One of the best books about professional cooking, without question.
If you can get past Bourdain's machismo and (what MUST be) exaggerated tales of him always coming out as the bad a** in every situation, it was an entertaining read. But, sometimes the machismo and the hyperbolic storytelling could become a little draining. I love his show, Parts Unknown. I wanted this book to be more like that. It's not. But, still fun.
I've enjoyed watching Anthony Bourdain on his CNN show Parts Unknown, so my wife (who is a chef by trade) told me that I'd probably like reading Kitchen Confidential - the book that put him on the culinary map. Written in 2000, Bourdain describes in great detail the seedy underbelly of what life in a kitchen is really like. Drugs, alcoholism, kickbacks - basically if you're the head chef, its like being the captain of a pirate ship. And through his tales, I learned quite a lot from a customer's perspective such as never going to a restaurant on a Monday or ordering a steak well-done. Although I assume much has changed in the 15+ years since Kitchen Confidential was written, I also suspect that a lot of it has remained the same. A really good page-turner for serious foodies and people like me who only have a very casual interest in the subject.
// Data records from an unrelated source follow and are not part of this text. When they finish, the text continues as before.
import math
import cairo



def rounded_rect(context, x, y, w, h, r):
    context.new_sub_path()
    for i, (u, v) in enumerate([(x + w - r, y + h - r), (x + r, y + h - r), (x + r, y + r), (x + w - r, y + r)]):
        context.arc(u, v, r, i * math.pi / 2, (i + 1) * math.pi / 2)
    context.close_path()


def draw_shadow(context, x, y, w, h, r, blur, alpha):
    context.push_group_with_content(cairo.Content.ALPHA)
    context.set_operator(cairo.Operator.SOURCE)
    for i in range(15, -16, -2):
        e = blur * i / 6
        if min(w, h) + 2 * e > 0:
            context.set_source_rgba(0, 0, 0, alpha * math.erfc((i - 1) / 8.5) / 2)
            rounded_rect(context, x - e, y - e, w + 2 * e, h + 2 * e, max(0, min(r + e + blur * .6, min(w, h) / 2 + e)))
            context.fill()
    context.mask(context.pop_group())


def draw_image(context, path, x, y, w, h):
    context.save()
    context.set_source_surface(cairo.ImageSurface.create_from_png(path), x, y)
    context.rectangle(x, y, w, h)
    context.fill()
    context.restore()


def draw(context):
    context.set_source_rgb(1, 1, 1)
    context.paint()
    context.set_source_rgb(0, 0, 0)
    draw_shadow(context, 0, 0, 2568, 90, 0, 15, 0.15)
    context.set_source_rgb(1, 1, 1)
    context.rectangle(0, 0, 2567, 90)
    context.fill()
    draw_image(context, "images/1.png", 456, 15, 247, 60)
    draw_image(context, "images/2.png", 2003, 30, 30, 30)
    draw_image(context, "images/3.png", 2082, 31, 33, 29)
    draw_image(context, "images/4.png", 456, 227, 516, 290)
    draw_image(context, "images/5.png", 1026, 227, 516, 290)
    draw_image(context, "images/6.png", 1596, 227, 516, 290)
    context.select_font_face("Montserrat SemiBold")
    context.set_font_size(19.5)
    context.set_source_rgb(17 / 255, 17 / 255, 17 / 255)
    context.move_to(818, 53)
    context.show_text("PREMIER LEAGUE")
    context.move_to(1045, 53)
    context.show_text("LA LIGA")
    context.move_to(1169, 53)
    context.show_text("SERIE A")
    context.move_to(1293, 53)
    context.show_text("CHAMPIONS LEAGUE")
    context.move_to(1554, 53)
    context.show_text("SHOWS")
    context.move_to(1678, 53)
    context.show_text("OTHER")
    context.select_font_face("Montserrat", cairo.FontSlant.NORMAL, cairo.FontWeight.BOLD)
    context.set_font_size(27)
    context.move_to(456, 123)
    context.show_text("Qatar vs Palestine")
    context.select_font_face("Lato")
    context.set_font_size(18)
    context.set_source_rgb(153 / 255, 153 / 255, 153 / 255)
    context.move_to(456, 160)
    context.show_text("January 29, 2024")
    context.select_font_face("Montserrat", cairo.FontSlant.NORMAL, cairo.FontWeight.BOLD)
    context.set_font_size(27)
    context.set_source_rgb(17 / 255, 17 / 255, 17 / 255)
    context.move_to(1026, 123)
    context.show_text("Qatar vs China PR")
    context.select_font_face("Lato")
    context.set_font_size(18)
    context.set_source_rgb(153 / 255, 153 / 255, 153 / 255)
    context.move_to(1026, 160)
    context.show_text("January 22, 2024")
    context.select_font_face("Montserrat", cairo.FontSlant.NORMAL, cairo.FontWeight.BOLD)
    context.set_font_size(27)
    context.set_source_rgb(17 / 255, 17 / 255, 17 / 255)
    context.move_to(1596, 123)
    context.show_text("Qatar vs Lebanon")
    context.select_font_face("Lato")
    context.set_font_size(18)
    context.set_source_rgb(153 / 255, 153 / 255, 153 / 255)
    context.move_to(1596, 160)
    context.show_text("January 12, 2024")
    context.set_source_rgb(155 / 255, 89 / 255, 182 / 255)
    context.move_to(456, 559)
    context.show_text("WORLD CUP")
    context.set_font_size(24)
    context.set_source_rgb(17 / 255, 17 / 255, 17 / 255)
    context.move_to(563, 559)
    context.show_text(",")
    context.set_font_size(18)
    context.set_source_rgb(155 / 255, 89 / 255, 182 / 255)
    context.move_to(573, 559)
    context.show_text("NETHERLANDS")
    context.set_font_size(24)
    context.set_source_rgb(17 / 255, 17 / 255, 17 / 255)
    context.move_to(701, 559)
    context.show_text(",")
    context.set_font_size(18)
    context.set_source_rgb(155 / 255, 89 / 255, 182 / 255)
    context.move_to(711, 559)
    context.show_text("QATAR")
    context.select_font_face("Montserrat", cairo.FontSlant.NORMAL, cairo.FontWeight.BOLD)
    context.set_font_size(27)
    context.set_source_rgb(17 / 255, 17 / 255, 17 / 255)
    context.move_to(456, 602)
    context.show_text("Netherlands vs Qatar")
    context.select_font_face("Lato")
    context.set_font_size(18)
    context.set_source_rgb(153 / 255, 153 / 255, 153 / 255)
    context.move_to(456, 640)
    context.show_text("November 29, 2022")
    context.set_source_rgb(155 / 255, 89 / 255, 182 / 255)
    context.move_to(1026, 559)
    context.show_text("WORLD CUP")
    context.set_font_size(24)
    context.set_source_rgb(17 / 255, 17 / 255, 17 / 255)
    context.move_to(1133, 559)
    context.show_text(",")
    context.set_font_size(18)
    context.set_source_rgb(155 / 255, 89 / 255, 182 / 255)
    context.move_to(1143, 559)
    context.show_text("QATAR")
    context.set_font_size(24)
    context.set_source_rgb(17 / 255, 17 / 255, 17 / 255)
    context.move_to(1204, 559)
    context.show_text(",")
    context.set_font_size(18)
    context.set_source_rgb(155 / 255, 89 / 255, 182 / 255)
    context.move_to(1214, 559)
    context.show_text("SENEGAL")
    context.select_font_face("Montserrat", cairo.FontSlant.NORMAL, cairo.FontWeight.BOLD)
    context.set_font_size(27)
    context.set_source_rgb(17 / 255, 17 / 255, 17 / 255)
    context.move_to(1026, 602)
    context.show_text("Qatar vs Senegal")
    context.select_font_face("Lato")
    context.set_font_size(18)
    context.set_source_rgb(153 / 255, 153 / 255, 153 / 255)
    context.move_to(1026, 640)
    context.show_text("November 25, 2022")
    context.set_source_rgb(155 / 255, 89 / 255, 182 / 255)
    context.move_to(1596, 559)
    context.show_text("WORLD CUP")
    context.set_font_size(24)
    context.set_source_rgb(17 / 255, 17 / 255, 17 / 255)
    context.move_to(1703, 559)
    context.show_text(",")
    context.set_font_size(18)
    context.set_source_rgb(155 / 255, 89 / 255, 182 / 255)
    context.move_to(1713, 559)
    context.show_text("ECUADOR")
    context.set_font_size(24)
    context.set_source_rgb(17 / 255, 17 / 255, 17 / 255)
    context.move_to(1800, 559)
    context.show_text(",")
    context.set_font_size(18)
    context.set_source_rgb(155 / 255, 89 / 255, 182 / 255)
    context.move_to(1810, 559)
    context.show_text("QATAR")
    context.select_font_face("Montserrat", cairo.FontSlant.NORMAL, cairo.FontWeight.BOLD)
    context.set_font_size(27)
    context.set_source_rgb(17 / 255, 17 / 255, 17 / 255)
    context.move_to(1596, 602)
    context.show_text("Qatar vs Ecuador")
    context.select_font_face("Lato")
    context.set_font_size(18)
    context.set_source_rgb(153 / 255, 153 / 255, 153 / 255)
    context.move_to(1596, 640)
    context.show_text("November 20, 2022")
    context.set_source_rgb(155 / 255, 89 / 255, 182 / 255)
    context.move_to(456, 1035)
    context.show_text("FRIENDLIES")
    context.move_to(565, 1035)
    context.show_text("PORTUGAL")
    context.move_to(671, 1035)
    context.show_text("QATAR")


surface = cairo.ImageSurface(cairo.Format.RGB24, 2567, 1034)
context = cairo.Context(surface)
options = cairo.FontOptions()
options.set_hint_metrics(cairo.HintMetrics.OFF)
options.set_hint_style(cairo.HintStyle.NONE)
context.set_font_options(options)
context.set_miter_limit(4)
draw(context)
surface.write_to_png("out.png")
I listened to this, Anthony Bourdain narrates it himself. He has a dark, crass way of telling stories about his career and life as a chef that I find to be laugh out loud funny.
Enjoyable read, but one that I don't want to think too much about when I'm eating out. I like how much he talks about his wife, although I'm afraid to look and see if they're still married all these years later. (Don't tell me, unless it's good news.)
I got most of the way through with this one and just didn't care to finish. I like Anthony Bourdain, and love his show No Reservations, but I didn't feel like this book flowed very well and wasn't very cohesive. By the time he dedicates a few pages to all the different ways chef's tell each other to "suck my d," I was over it!
entertaining in a very snarky way.
I guess I wasn't so interested in the sex and drugs lives of NY chefs.